Family 9 When \(c=a\), then \(\phi (\eta )=-2\arctan \left[ \frac{(a+b)e^{b\widetilde{\eta }}-1}{(a-b)e^{b\widetilde{\eta }}-1}\right] .\)

Family 10 When \(c=-a\), then \(\phi (\eta )=2\arctan \left[ \frac{e^{b\widetilde{\eta }}+b-a}{e^{b\widetilde{\eta }}-b-a}\right] .\)

Family 11 When \(b=-c\), then \(\phi (\eta )=-2\arctan \left[ \frac{a e^{a\widetilde{\eta }}}{c e^{a\widetilde{\eta }}-1}\right] .\)

Family 12 When \(b=0\) and \(a=c\), then \(\phi (\eta )=-2\arctan \left[ \frac{c\widetilde{\eta }+2}{c\widetilde{\eta }}\right] .\)

Family 13 When \(a=0\) and \(b=c\), then \(\phi (\eta )=2\arctan \left[ c\widetilde{\eta }\right] .\)

Family 14 When \(a=0\) and \(b=-c\), then \(\phi (\eta )=-2\arctan \left[ \frac{1}{c\widetilde{\eta }}\right] ,\)

Family 15 When \(a=0\) and \(b=0\), then \(\phi (\eta )=c\widetilde{\eta }+C.\)

Family 16 When \(b=c\) then \(\phi (\eta )=2\arctan \left[ \frac{e^{a\widetilde{\eta }}-c}{a}\right] ,\)

where \(\widetilde{\eta }=\eta +C\).

4 Application of conformable time-fractional Boussinesq equation

In this section, we present three methods based on the integration methods for solving the conformable time-fractional Boussinesq equation.

4.1 ETEM

In this subsection, consider ETEM for Eq. (5.4) which is given as

$$\begin{aligned} (k^2-1)u''-(u^2)''+u^{(4)}=0, \end{aligned}$$
(4.1)

where the prime indicates the derivation with respect to \(\eta\). Integrating Eq. (4.1) twice and setting the constants of integration equal to zero, results in

$$\begin{aligned} (k^2-1)u-u^2+u''=0. \end{aligned}$$
(4.2)

We can determine values of \(\delta , \theta ,\) and \(\epsilon\), by balancing \(u^2\) and \(u''\) in Eq. (4.2) as follows:

$$\begin{aligned} \delta =\theta -\epsilon -2. \end{aligned}$$
(4.3)

For different values of \(\delta , \theta ,\) and \(\epsilon\), we have the following cases:

Case I \({\delta =1, \theta =4, \hbox {and}\, \epsilon =1}\).

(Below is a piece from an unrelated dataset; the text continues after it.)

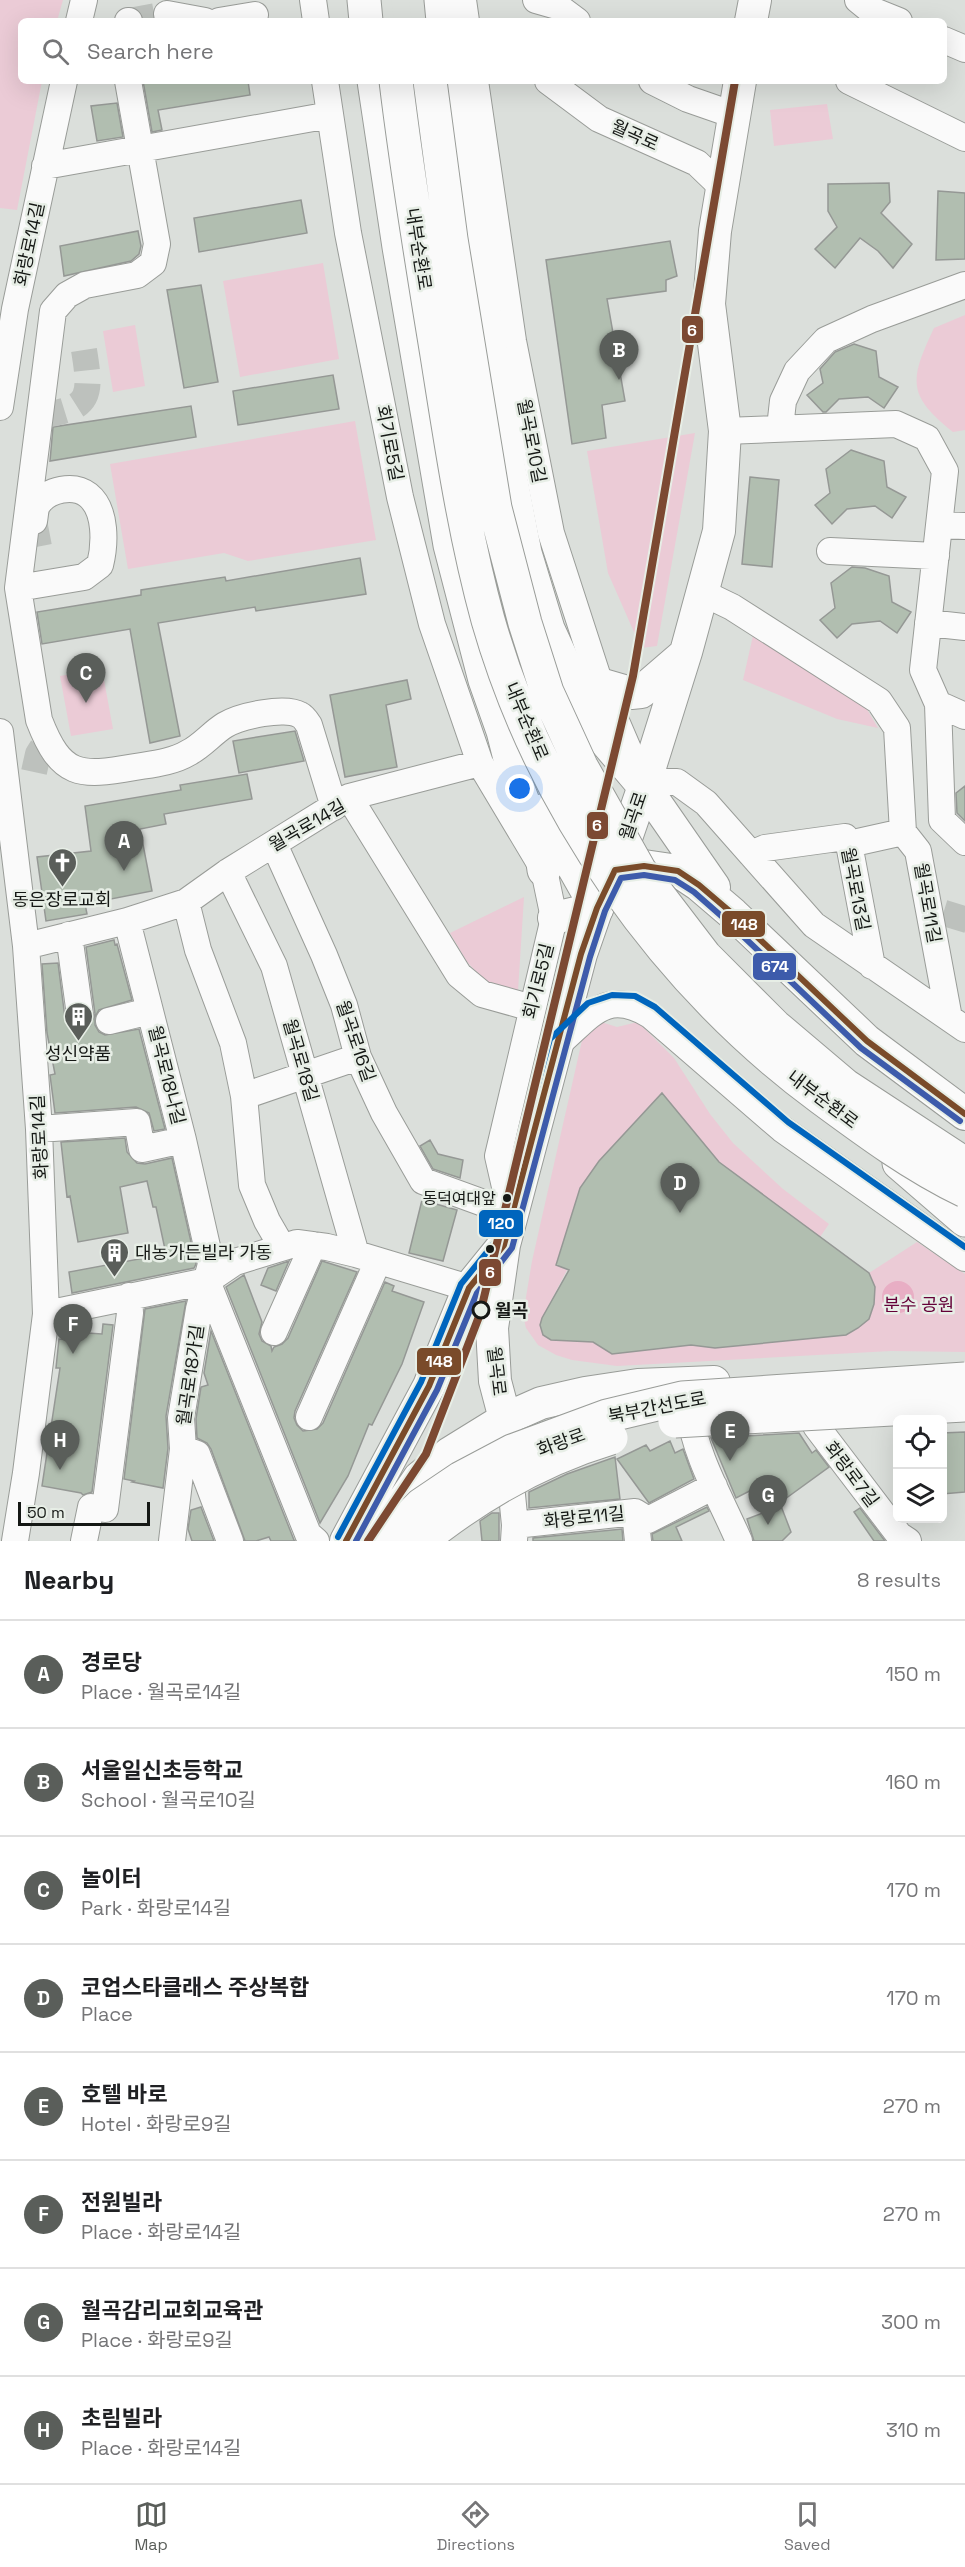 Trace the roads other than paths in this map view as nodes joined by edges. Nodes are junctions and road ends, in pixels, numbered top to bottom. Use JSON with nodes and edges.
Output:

If we take \(\delta =1, \theta =4\), and \(\epsilon =1\) for Eqs. (3.4) and (3.5), then we obtain

$$\begin{aligned} u(\eta )=\tau _0+\tau _1\Gamma , \end{aligned}$$
(4.4)
$$\begin{aligned} (u'(\eta ))^2=\frac{\tau _1^2(\xi _4\Gamma ^4+\xi _3\Gamma ^3+\xi _2\Gamma ^2+\xi _1\Gamma +\xi _0)}{\zeta _0+\zeta _1\Gamma }, \end{aligned}$$
(4.5)

where \(\xi _4\ne 0\) and \(\zeta _1\ne 0\). Solving the algebraic equation system (3.9) yields

  • First set of parameters

    $$\begin{aligned} \xi _0= & {} \frac{\zeta _0(\tau _1\xi _1+2\zeta _0k^2\tau _0-2\tau _0\zeta _0-2\zeta _0\tau _0^2)}{\tau _1\zeta _1},\quad \xi _1=\xi _1,\nonumber \\ \xi _2= & {} -\frac{k^2\tau _1\zeta _0-2\tau _0\zeta _1-2\tau _0\tau _1\zeta _0-2\tau _0^2\zeta _1- \tau _1\zeta _0+2k^2\tau _0\zeta _1}{\tau _1},\nonumber \\ \xi _3= & {} \frac{2}{3}\tau _1\zeta _0+\zeta _1+2\tau _0\zeta _1-k^2\zeta _1,\nonumber \\ \xi _4= & {} \frac{2}{3}\tau _1\zeta _1, \quad \zeta _0=\zeta _0,\quad \zeta _1=\zeta _1,\quad k=k,\quad \tau _0=\tau _0,\quad \tau _1=\tau _1. \end{aligned}$$
    (4.6)

Substituting these results into Eqs. (3.5) and (3.10), we get

$$\begin{aligned} \pm (\eta -\eta _0)=\int \frac{\sqrt{\frac{\zeta _0}{\xi _4}+\frac{\zeta _1}{\xi _4}\Gamma }\ d\Gamma }{\sqrt{\Gamma ^4+\frac{\xi _3}{\xi _4}\Gamma ^3+ \frac{\xi _2}{\xi _4}\Gamma ^2+\frac{\xi _1}{\xi _4}\Gamma + \frac{\xi _0}{\xi _4}}}= \int \sqrt{\frac{\frac{\zeta _0}{\xi _4}+\frac{\zeta _1}{\xi _4}\Gamma }{\Gamma ^4+\frac{\xi _3}{\xi _4}\Gamma ^3+ \frac{\xi _2}{\xi _4}\Gamma ^2+\frac{\xi _1}{\xi _4}\Gamma + \frac{\xi _0}{\xi _4}}}\ d\Gamma , \end{aligned}$$
(4.7)

we have

$$\begin{aligned}&\frac{\frac{\zeta _0}{\xi _4}+\frac{\zeta _1}{\xi _4}\Gamma }{\Gamma ^4+\frac{\xi _3}{\xi _4}\Gamma ^3+ \frac{\xi _2}{\xi _4}\Gamma ^2+\frac{\xi _1}{\xi _4}\Gamma + \frac{\xi _0}{\xi _4}}\nonumber \\= & {} \frac{-3\tau _1\zeta _1}{-2\tau _1^2\zeta _1\Gamma ^3+3\tau _1\zeta _1(k^2-2\tau _0-1)\Gamma ^2+ 6\tau _0(k^2-\tau _0-1)(\zeta _1\Gamma -\zeta _0)-3\tau _1\xi _1}, \end{aligned}$$
(4.8)

and

$$\begin{aligned}&-\,2\tau _1^2\zeta _1\Gamma ^3+3\tau _1\zeta _1(k^2-2\tau _0-1)\Gamma ^2+ 6\tau _0(k^2-\tau _0-1)(\zeta _1\Gamma -\zeta _0)-3\tau _1\xi _1\nonumber \\&\quad =(\Gamma -\alpha _1)(\Gamma -\alpha _2)(\Gamma -\alpha _3),\end{aligned}$$
(4.9)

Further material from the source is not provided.